Start of Recorded data

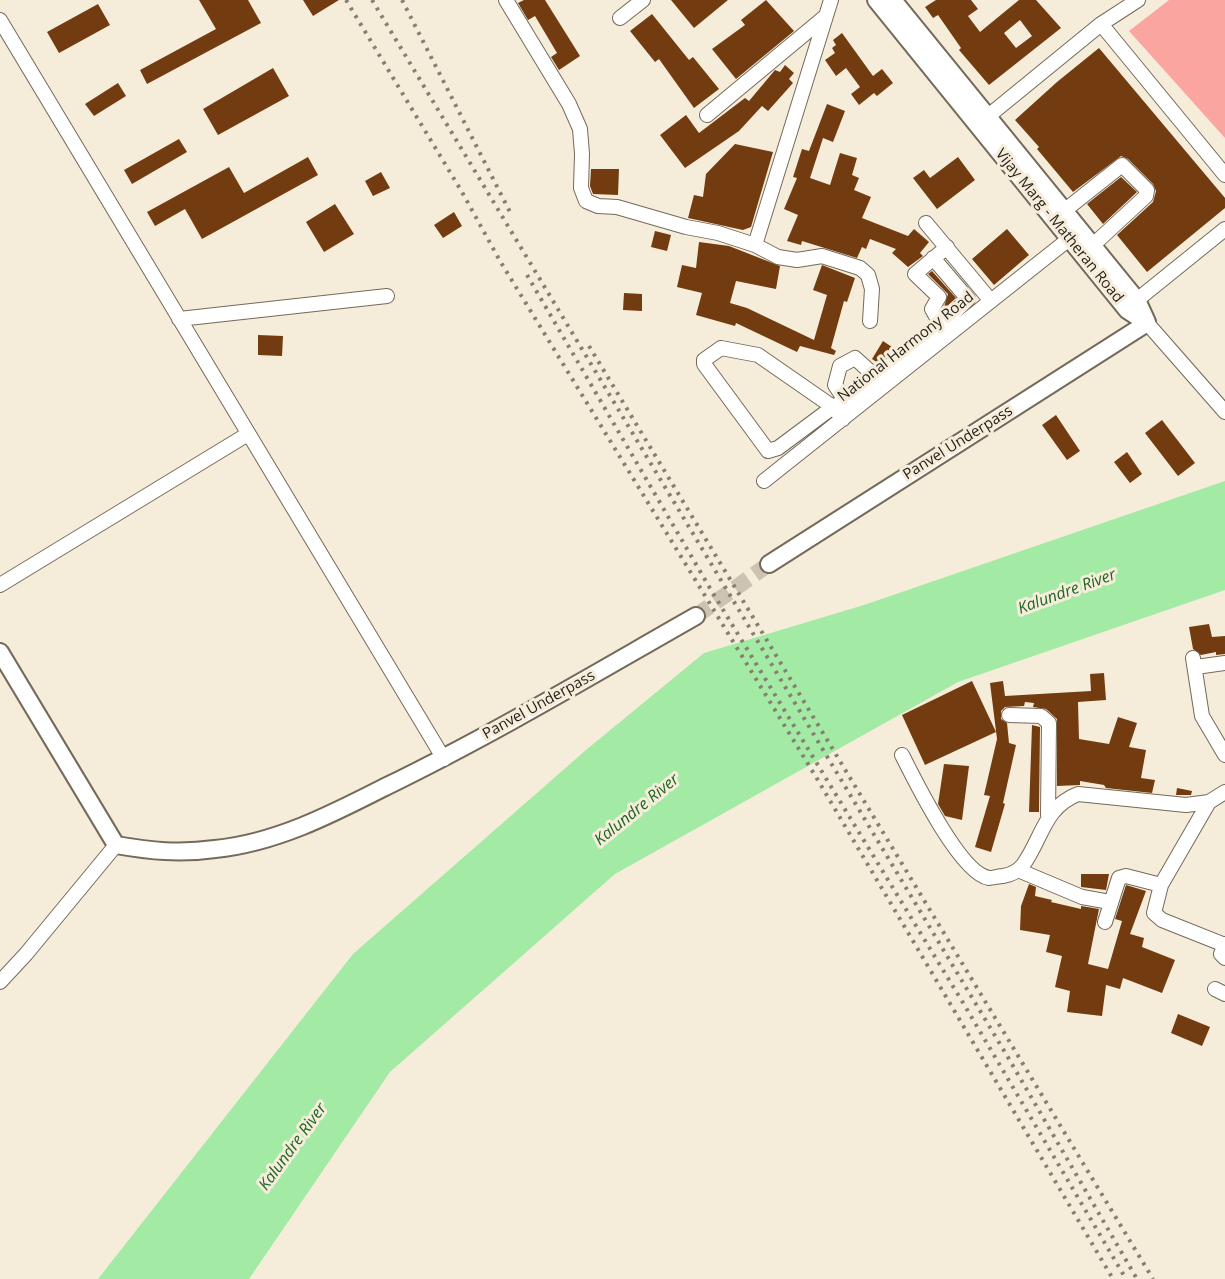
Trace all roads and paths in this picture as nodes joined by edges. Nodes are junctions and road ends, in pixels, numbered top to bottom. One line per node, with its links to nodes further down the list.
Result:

End of Recorded data
Start of Recorded data

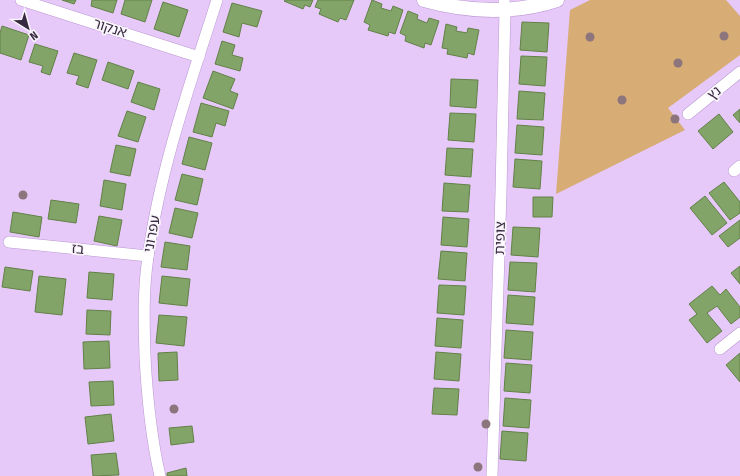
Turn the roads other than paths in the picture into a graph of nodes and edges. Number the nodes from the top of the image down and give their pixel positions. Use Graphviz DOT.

End of Recorded data

** Task requirements **
Where a line in the records above contains the word "picture", copy that line.

** Response box **
Trace all roads and paths in this picture as nodes joined by edges. Nodes are junctions and road ends, in pixels, numbered top to bottom. One line per node, with its links to nodes further down the list.
Turn the roads other than paths in the picture into a graph of nodes and edges. Number the nodes from the top of the image down and give their pixel positions. Use Graphviz DOT.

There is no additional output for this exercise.